Markaunt's proposed authorship of the book has been questioned by scholar Walter Ullmann: noting the absence of any "prima facie evidence of an internal or external character to justify the ascription" and the transcription of some records produced after Markaunt's death. But this suspicion has been criticized by M. B. Hackett, citing the fact that the Liber priuilegiorum in Markaunt's catalogue is identical to the modern copy of Markaunt's book, which he takes as sufficient proof the book is "none other than Markaunt's".

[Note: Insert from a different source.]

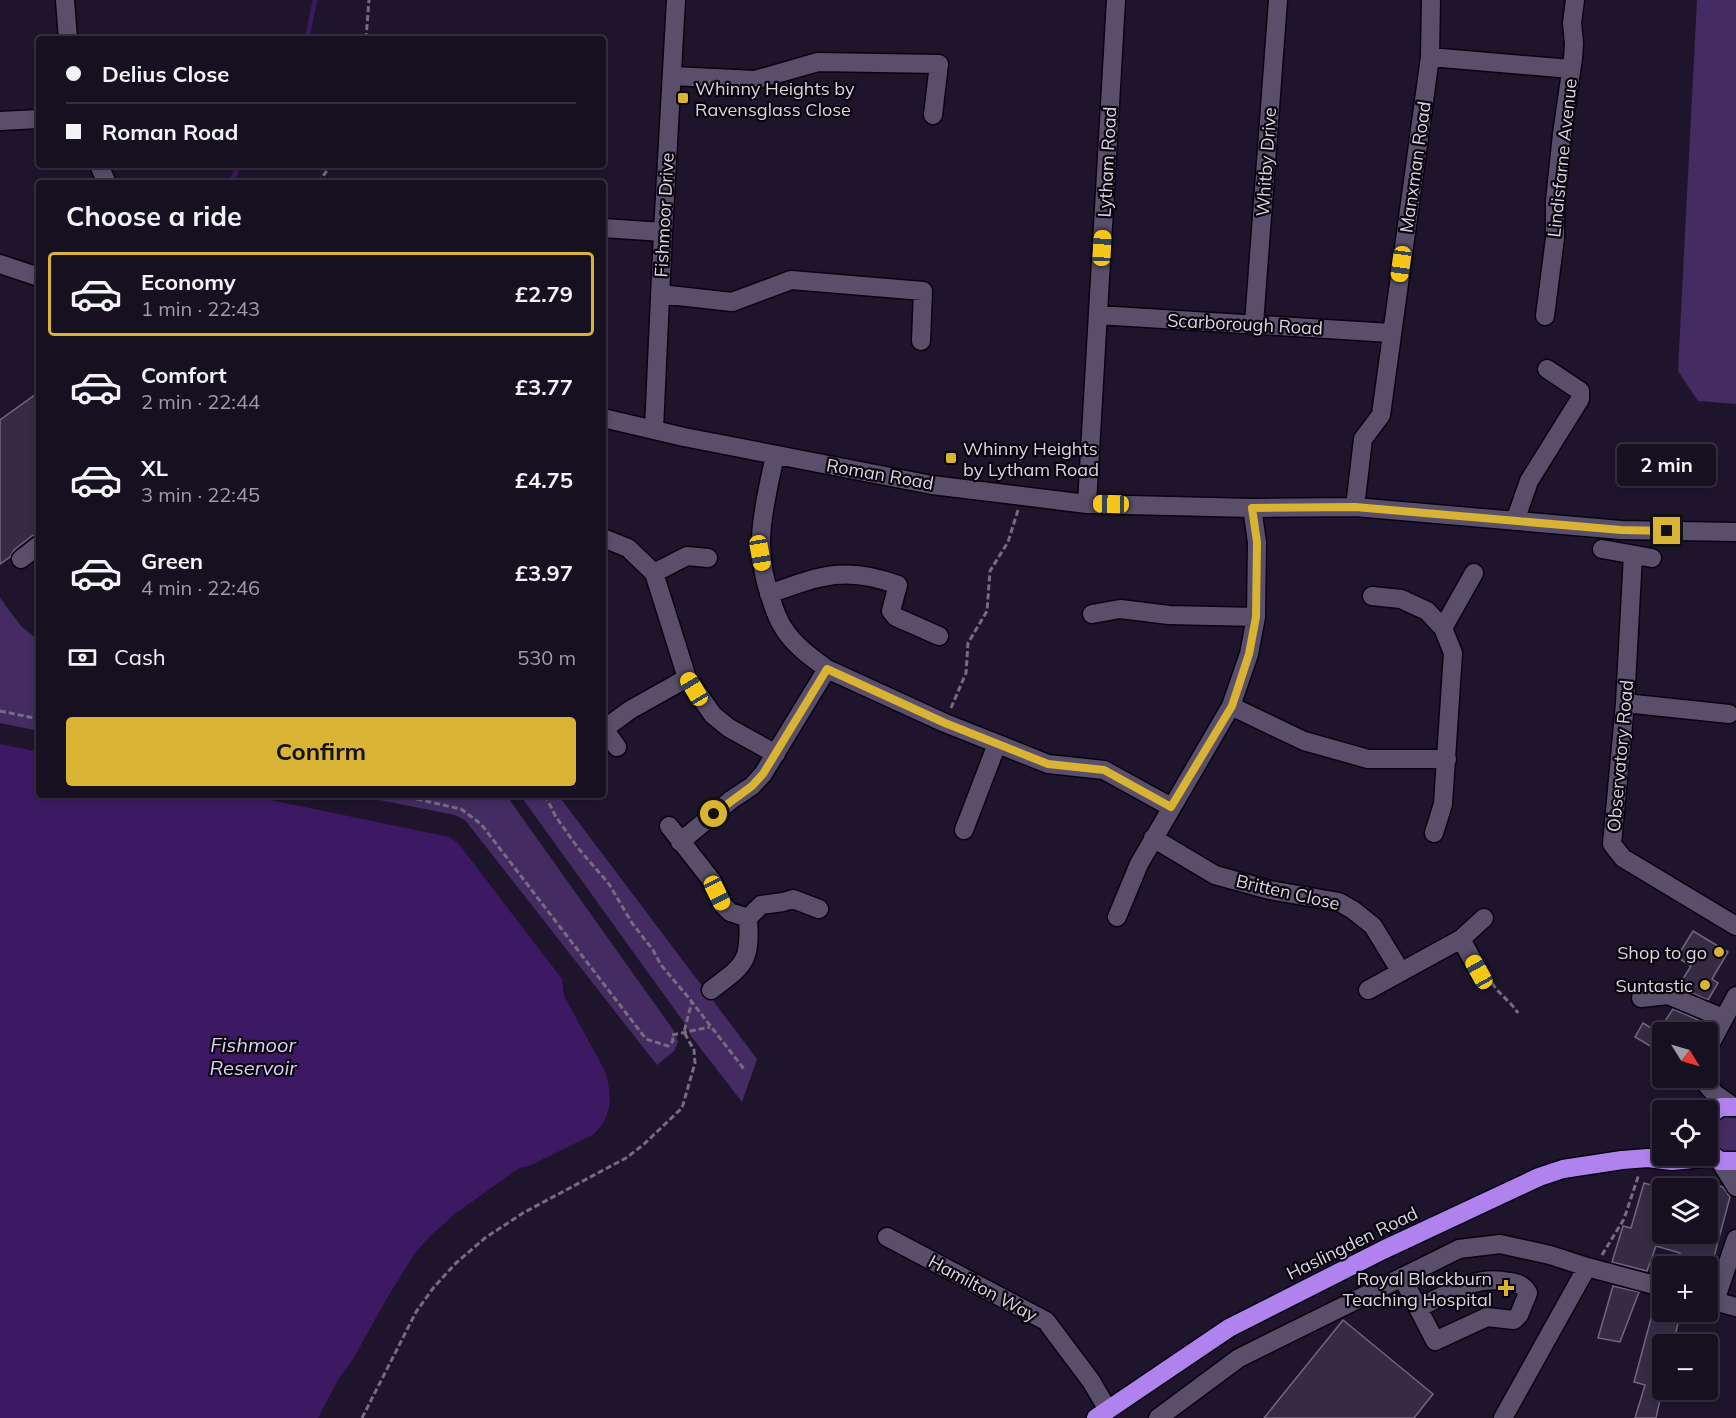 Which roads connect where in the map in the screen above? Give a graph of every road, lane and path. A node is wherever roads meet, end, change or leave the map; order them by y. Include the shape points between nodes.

This collection of statutes has been regarded by archivist M. B. Hackett as "a most valuable and in some ways unique record of royal and episcopal privileges, papal bulls and miscellaneous deeds". Catherine Hall, writing for the Oxford Dictionary of National Biography, maintains that, while "not unique of its kind", Markaunt's book "is of exceptional interest" and "modern scholarship still remains lastingly indebted to Markaunt for his transcripts and the records of his library". Because of this collection of books, Markaunt has gained a legacy as an antiquarian, especially among the college's historians, with Masters describing him as "one of the most eminent antiquaries of his time", but there survives no evidence of his antiquarian predilections beyond this, and his sizeable collection of books, according to Cheney. Hall has similarly been critical of this identification, calling it "unfounded".